Satyajit’s Ray “The Chess Players”

The one full feature film that the great Bengali director Satyajit Ray made in Urdu/English was “Shatranj Ke Khilari”. The movie is loosely inspired from a short satirical story by Premchand about the “Annexation of Awadh” in which 2 Awadhi Nawabs get so addicted to playing chess that they lose all interest in the affairs of the state and keep playing while the British complete the takeover of the state.
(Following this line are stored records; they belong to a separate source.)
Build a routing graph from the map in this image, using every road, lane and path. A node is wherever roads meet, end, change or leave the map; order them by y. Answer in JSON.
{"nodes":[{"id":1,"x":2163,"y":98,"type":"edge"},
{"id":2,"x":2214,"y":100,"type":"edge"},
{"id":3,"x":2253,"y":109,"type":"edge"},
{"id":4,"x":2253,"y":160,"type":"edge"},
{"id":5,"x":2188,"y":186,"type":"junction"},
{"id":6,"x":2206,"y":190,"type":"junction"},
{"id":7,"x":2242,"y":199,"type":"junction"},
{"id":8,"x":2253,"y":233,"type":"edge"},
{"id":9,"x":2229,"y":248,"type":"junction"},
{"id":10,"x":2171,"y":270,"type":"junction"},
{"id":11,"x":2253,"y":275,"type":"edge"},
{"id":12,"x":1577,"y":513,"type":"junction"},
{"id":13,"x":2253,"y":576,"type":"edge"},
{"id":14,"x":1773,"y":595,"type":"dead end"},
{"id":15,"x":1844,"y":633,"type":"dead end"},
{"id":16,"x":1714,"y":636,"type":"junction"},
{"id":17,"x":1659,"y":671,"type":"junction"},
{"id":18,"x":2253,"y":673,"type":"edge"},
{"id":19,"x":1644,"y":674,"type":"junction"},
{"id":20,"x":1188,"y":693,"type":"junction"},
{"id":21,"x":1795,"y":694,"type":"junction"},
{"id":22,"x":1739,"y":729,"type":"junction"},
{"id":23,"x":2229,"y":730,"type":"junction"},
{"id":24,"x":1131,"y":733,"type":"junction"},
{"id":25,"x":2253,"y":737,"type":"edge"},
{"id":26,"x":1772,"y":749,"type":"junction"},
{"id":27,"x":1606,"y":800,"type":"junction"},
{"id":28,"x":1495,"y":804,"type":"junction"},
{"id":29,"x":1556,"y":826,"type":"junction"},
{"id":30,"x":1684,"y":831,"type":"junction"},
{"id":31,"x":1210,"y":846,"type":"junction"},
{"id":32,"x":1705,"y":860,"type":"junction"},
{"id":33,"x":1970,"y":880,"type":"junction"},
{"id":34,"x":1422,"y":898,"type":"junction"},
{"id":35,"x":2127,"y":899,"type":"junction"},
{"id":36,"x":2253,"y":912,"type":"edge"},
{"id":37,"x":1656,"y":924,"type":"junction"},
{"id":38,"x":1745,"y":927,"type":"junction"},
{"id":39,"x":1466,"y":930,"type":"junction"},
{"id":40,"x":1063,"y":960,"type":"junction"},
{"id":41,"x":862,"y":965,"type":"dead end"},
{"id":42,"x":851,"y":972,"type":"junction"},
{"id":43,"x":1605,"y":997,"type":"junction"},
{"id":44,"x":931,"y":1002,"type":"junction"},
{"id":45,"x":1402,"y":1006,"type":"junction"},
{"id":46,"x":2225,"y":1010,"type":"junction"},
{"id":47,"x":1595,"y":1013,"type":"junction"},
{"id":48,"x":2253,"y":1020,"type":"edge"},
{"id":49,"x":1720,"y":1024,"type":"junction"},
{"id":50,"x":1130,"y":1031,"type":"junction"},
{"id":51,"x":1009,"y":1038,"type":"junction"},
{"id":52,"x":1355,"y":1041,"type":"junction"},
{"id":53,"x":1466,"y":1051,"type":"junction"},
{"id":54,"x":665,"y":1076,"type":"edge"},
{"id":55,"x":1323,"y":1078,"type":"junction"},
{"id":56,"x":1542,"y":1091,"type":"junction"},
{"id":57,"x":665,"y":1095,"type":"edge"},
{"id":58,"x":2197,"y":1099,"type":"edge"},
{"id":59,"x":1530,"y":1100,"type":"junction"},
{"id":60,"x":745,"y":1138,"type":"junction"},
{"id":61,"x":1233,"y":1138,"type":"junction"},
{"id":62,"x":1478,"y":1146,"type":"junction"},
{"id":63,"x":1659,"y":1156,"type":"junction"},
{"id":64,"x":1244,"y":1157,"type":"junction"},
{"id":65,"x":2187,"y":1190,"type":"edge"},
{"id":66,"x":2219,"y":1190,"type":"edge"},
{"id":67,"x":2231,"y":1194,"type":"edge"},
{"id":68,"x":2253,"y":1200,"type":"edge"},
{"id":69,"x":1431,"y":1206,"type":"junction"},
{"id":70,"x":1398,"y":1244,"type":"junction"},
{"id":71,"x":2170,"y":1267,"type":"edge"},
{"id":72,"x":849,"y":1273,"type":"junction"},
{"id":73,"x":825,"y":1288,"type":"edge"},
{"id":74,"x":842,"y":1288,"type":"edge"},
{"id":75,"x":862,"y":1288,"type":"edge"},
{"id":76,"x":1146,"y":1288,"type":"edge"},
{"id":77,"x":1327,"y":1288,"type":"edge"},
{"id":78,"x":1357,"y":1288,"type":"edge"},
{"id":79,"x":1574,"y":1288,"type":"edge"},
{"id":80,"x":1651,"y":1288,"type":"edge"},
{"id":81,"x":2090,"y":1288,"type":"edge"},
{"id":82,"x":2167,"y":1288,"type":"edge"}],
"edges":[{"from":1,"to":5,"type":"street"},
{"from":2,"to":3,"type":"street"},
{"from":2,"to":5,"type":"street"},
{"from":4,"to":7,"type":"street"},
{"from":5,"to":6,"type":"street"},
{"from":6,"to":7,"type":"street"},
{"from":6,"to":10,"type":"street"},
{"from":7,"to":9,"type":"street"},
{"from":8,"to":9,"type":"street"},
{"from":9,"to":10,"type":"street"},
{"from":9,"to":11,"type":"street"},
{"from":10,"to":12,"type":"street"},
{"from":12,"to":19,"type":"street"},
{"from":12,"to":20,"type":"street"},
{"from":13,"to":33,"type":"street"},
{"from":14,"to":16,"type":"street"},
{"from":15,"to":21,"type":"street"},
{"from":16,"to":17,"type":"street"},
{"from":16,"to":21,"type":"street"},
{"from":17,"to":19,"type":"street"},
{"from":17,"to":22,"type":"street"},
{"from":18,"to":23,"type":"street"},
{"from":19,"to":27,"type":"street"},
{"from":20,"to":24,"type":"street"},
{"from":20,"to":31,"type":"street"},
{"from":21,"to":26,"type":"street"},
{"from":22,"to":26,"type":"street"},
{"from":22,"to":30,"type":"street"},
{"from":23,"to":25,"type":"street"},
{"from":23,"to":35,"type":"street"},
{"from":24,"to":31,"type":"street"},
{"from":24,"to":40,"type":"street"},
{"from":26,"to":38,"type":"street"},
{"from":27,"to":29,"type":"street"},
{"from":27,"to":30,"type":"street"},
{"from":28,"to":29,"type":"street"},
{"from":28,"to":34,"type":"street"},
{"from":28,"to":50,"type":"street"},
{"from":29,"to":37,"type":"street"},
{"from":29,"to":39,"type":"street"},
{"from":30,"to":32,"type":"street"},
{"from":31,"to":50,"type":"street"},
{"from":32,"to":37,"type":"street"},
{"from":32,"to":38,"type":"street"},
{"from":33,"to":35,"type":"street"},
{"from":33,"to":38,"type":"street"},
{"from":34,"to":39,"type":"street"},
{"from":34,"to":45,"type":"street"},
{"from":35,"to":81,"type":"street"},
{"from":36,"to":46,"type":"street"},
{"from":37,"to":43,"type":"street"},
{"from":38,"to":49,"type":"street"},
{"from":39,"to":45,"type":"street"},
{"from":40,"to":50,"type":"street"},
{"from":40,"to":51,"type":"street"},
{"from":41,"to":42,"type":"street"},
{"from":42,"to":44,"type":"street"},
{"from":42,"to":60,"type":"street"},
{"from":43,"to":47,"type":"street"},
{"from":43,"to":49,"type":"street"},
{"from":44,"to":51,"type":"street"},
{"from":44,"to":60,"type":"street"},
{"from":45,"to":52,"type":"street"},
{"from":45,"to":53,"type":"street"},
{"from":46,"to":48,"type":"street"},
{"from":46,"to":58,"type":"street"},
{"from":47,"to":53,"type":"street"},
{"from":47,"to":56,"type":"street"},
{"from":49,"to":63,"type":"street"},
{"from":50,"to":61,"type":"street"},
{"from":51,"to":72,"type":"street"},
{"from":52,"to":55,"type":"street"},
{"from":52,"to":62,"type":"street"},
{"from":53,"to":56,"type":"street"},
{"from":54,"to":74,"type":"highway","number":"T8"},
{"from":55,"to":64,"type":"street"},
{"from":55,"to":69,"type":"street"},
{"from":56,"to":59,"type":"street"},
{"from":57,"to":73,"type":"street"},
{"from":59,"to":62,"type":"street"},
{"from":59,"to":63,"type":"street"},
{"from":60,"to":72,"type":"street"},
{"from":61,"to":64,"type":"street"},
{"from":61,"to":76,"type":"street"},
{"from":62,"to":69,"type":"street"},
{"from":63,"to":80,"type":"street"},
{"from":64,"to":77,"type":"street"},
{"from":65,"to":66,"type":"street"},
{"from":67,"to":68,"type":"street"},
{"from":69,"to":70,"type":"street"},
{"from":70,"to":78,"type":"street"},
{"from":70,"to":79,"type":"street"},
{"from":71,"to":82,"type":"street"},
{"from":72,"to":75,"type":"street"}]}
Although Ray is more known for the Bengali movies he made earlier in his career eg the Apu Trilogy, Charulata, Ghare-Baire, this particular movie remains the one which is easiest to appreciate for Non-Bengali people. Its also very different from the rest of Ray’s movies in terms of subject matter. His other work focuses narrowly, highlighting the individual and the emotional interplay between a few characters coming to terms with the changes around them. This one focuses more evenly on the actual changing world as well as the characters involved.

Most of the screenplay is in Urdu and was written by someone else but there are 2 parts which are in English and were written by Ray himself. These are the parts which in my opinion which really tower above the rest of the movie. Ray was an ambidextrous personality who in addition to making movies, wrote his own screenplays, composed his own original soundtracks, wrote delightful short stories and detective novels for children among other things.

Here is the first of these scenes in which General Outram (played by Richard Attenborough who later made the Oscar winning film Gandhi), the resident at Lucknow, has a conversation with his ADC about Nawab Wajid Ali Shah. The atmosphere, the sets, the dialogue and the acting are all so bloody realistic that one forgets one is watching  a movie.The scene highlights the clash of cultures in extreme yet subtle contrast. The hard nosed, business-minded and professional British versus the soft, feminine, decadent yet culturally sophisticated Indians.

And here’s the second. Outram has a conversation with a British Doctor about the legal and practical challenges regarding the Company’s takeover of Awadh.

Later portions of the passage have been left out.